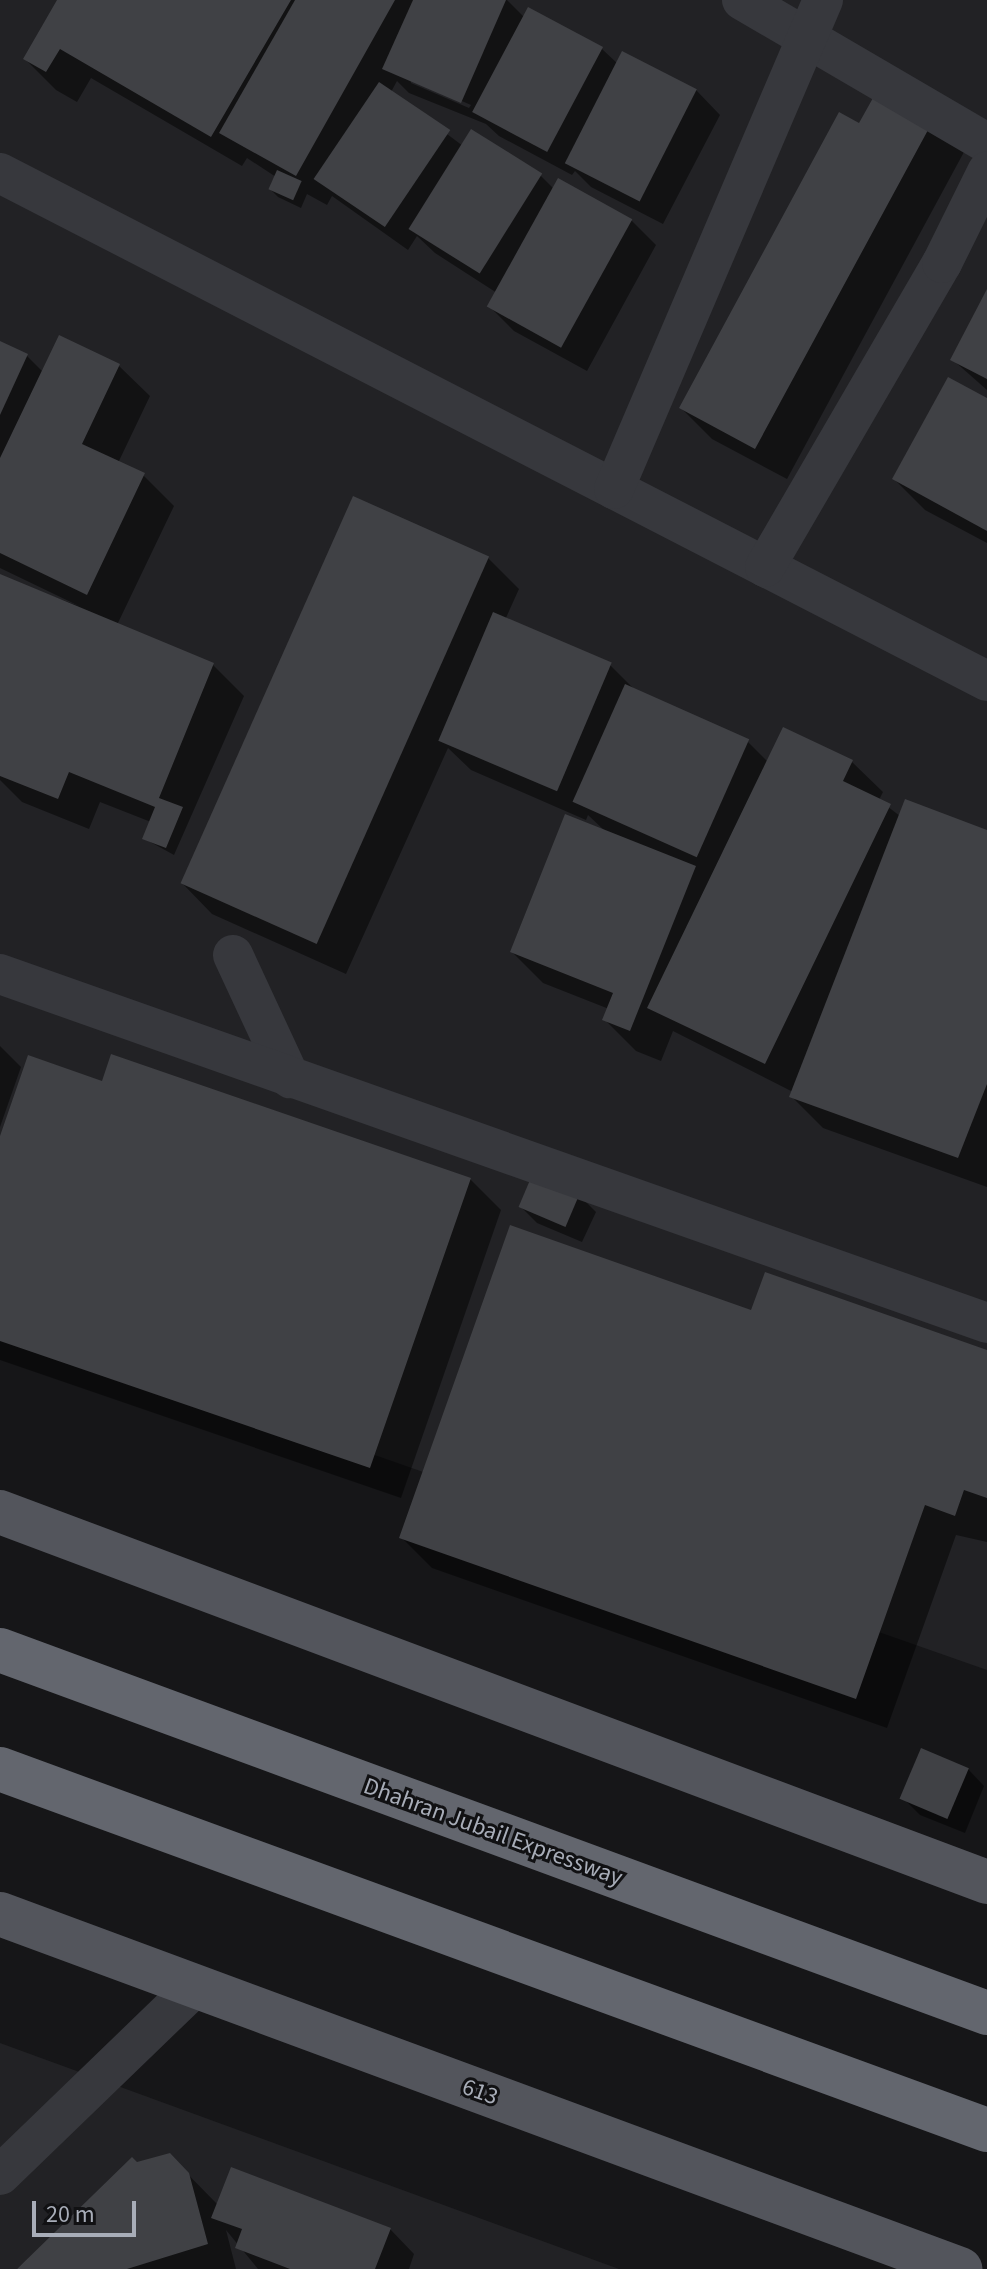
<!DOCTYPE html>
<html>
<head>
<meta charset="utf-8">
<style>
  body { margin:0 }
  #map { position:relative; width:987px; height:2269px; overflow:hidden; background:#161618; font-family:"Source Sans 3",sans-serif }
  div>[style] { position:absolute }
  .built>* { inset:0; background:#222225 }
  .shadow>* { inset:0; background:#0007 }
  .building>* { inset:0; background:#404145; transform-origin:0 0 }
  .minor>* { height:40px; margin:-20px; padding:0 20px; transform-origin:20px; border-radius:20px; background:#37383d }
  .primary>* { height:44px; margin:-22px; padding:0 22px; transform-origin:22px; border-radius:22px; background:#53555c }
  .motorway>* { height:44px; margin:-22px; padding:0 22px; transform-origin:22px; border-radius:22px; background:#63666e }
  span { translate:-50% -50%; white-space:nowrap; text-align:center; line-height:1.15; -webkit-text-stroke:6px #111113; paint-order:stroke }
  .street-label { font-size:24px; color:#a8adb8 }
  .scale { position:absolute; left:32px; top:2201px; width:104px; height:36px; box-sizing:border-box; border:4px solid #a8adb8; border-top:0; padding-left:10px; font-size:24px; line-height:28px; white-space:nowrap; color:#a8adb8; -webkit-text-stroke:6px #111113; paint-order:stroke }
</style>
</head>
<body>
<div id="map">
  <div class="built">
    <div style="clip-path:polygon(0 0,987px 0,987px 1670px,312px 1433px,0 1314px)"></div>
    <div style="clip-path:polygon(0 2043px,619px 2269px,0 2269px)"></div>
  </div>
  <div class="shadow">
    <div style="clip-path:polygon(evenodd,60px 0,507px 0,525px 18px,602px 49px,618px 64px,696px 90px,720px 115px,663px 224px,591px 187px,575px 171px,572px 175px,499px 136px,486px 124px,409px 93px,397px 81px,391px 92px,463px 146px,541px 176px,554px 189px,632px 221px,656px 245px,587px 371px,514px 331px,490px 307px,497px 293px,435px 253px,417px 236px,408px 250px,332px 196px,327px 205px,307px 194px,301px 208px,278px 197px,270px 189px,276px 177px,247px 158px,242px 166px,91px 78px,77px 102px,56px 90px,25px 59px,60px 0,411px 79px,471px 105px,469px 108px,411px 83px,411px 79px)"></div>
    <div style="clip-path:polygon(933px 121px,964px 152px,787px 479px,712px 439px,681px 408px,860px 126px)"></div>
    <div style="clip-path:polygon(987px 293px,987px 390px,953px 360px)"></div>
    <div style="clip-path:polygon(60px 338px,119px 366px,150px 396px,118px 463px,143px 475px,174px 506px,117px 625px,213px 665px,244px 696px,174px 855px,145px 839px,151px 822px,100px 802px,89px 829px,22px 802px,0 780px,0 577px,79px 606px,0 568px,0 344px,27px 356px,43px 372px)"></div>
    <div style="clip-path:polygon(987px 400px,987px 543px,925px 510px,894px 479px)"></div>
    <div style="clip-path:polygon(488px 558px,519px 589px,505px 620px,610px 665px,636px 691px,748px 742px,768px 762px,852px 762px,883px 792px,879px 800px,900px 816px,987px 832px,987px 1187px,823px 1128px,792px 1097px,793px 1092px,673px 1031px,661px 1061px,636px 1051px,605px 1020px,609px 1009px,543px 983px,512px 952px,606px 832px,588px 815px,586px 820px,471px 770px,448px 748px,346px 974px,212px 914px,182px 883px)"></div>
    <div style="clip-path:polygon(0 1046px,21px 1067px,0 1127px)"></div>
    <div style="clip-path:polygon(104px 1083px,470px 1179px,501px 1210px,401px 1498px,0 1360px,0 1142px)"></div>
    <div style="clip-path:polygon(579px 1195px,596px 1212px,582px 1242px,537px 1223px,520px 1206px)"></div>
    <div style="clip-path:polygon(752px 1312px,987px 1352px,987px 1542px,956px 1535px,887px 1728px,432px 1568px,401px 1537px)"></div>
    <div style="clip-path:polygon(968px 1769px,984px 1786px,965px 1833px,920px 1815px,903px 1798px)"></div>
    <div style="clip-path:polygon(169px 2155px,218px 2205px,390px 2229px,414px 2254px,409px 2269px,258px 2269px,226px 2230px,236px 2269px,17px 2269px,137px 2164px)"></div>
  </div>
  <div class="building">
    <div style="clip-path:polygon(57px 0,291px 0,211px 137px,60px 49px,46px 72px,23px 59px)"></div>
    <div style="clip-path:polygon(295px 0,395px 0,296px 176px,219px 133px)"></div>
    <div style="clip-path:polygon(413px 0,506px 0,461px 103px,382px 69px)"></div>
    <div style="left:528px;top:7px;width:85px;height:119px;rotate:28deg"></div>
    <div style="left:622px;top:51px;width:84px;height:126px;rotate:27deg"></div>
    <div style="left:379px;top:82px;width:86px;height:117px;rotate:34deg"></div>
    <div style="clip-path:polygon(878px 89px,934px 119px,755px 449px,679px 408px,839px 112px,859px 123px)"></div>
    <div style="left:471px;top:129px;width:84px;height:118px;rotate:32deg"></div>
    <div style="left:277px;top:170px;width:27px;height:21px;rotate:24deg"></div>
    <div style="left:558px;top:178px;width:85px;height:147px;rotate:29deg"></div>
    <div style="clip-path:polygon(987px 289px,987px 379px,950px 360px)"></div>
    <div style="clip-path:polygon(59px 335px,120px 364px,82px 444px,145px 473px,87px 595px,0 553px,0 458px)"></div>
    <div style="clip-path:polygon(0 341px,28px 354px,0 415px)"></div>
    <div style="clip-path:polygon(948px 377px,987px 398px,987px 531px,892px 479px)"></div>
    <div style="left:353px;top:496px;width:149px;height:424px;rotate:24deg"></div>
    <div style="clip-path:polygon(0 574px,214px 663px,159px 798px,183px 807px,166px 848px,142px 839px,155px 807px,69px 772px,58px 799px,0 776px)"></div>
    <div style="left:493px;top:612px;width:129px;height:140px;rotate:23deg"></div>
    <div style="left:625px;top:684px;width:136px;height:129px;rotate:24deg"></div>
    <div style="clip-path:polygon(783px 727px,853px 760px,843px 781px,891px 804px,765px 1064px,647px 1008px)"></div>
    <div style="clip-path:polygon(905px 799px,987px 830px,987px 1084px,958px 1158px,789px 1097px)"></div>
    <div style="clip-path:polygon(565px 814px,696px 866px,630px 1031px,602px 1020px,613px 993px,510px 952px)"></div>
    <div style="clip-path:polygon(111px 1054px,471px 1178px,370px 1468px,0 1341px,0 1136px,28px 1055px,102px 1081px)"></div>
    <div style="left:533px;top:1173px;width:51px;height:37px;rotate:23deg"></div>
    <div style="clip-path:polygon(510px 1225px,751px 1310px,765px 1272px,987px 1350px,987px 1498px,964px 1490px,955px 1516px,925px 1505px,856px 1699px,399px 1538px)"></div>
    <div style="left:921px;top:1748px;width:52px;height:55px;rotate:23deg"></div>
    <div style="clip-path:polygon(170px 2153px,189px 2173px,208px 2244px,127px 2269px,17px 2269px,132px 2157px,137px 2162px)"></div>
    <div style="clip-path:polygon(231px 2167px,391px 2228px,375px 2269px,290px 2269px,235px 2248px,242px 2229px,211px 2218px)"></div>
  </div>
  <div class="minor">
    <div style="left:742px;top:0;width:284px;rotate:30.3deg"></div>
    <div style="left:0;top:173px;width:1110px;rotate:27.23deg"></div>
    <div style="left:614px;top:489px;width:532px;rotate:-66.86deg"></div>
    <div style="left:765px;top:567px;width:352px;rotate:-59.8deg"></div>
    <div style="left:942px;top:263px;width:102px;rotate:-63.7deg"></div>
    <div style="left:233px;top:955px;width:136px;rotate:65.1deg"></div>
    <div style="left:0;top:974px;width:1047px;rotate:19.47deg"></div>
    <div style="left:0;top:2175px;width:271px;rotate:-44deg"></div>
  </div>
  <div class="primary">
    <div style="left:0;top:1512px;width:1054px;rotate:20.55deg"></div>
    <div style="left:0;top:1914px;width:1024px;rotate:20.29deg"></div>
  </div>
  <div class="motorway">
    <div style="left:0;top:1650px;width:1052px;rotate:20.19deg"></div>
    <div style="left:0;top:1769px;width:1051px;rotate:20.09deg"></div>
  </div>
  <div class="street-label">
    <span style="left:493px;top:1832px;rotate:20deg">Dhahran Jubail Expressway</span>
    <span style="left:480px;top:2092px;rotate:20deg">613</span>
  </div>
  <div class="scale">20 m</div>
</div>
</body>
</html>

···

WORK TO COMPLETE — All pictures are to be skipped; the lines from the first line of the records through the line containing "transform-origin:22px; border-radius:22px; background:#53555c" are to be repeated exactly, both ends included.

EXPECTED ANSWER —
<!DOCTYPE html>
<html>
<head>
<meta charset="utf-8">
<style>
  body { margin:0 }
  #map { position:relative; width:987px; height:2269px; overflow:hidden; background:#161618; font-family:"Source Sans 3",sans-serif }
  div>[style] { position:absolute }
  .built>* { inset:0; background:#222225 }
  .shadow>* { inset:0; background:#0007 }
  .building>* { inset:0; background:#404145; transform-origin:0 0 }
  .minor>* { height:40px; margin:-20px; padding:0 20px; transform-origin:20px; border-radius:20px; background:#37383d }
  .primary>* { height:44px; margin:-22px; padding:0 22px; transform-origin:22px; border-radius:22px; background:#53555c }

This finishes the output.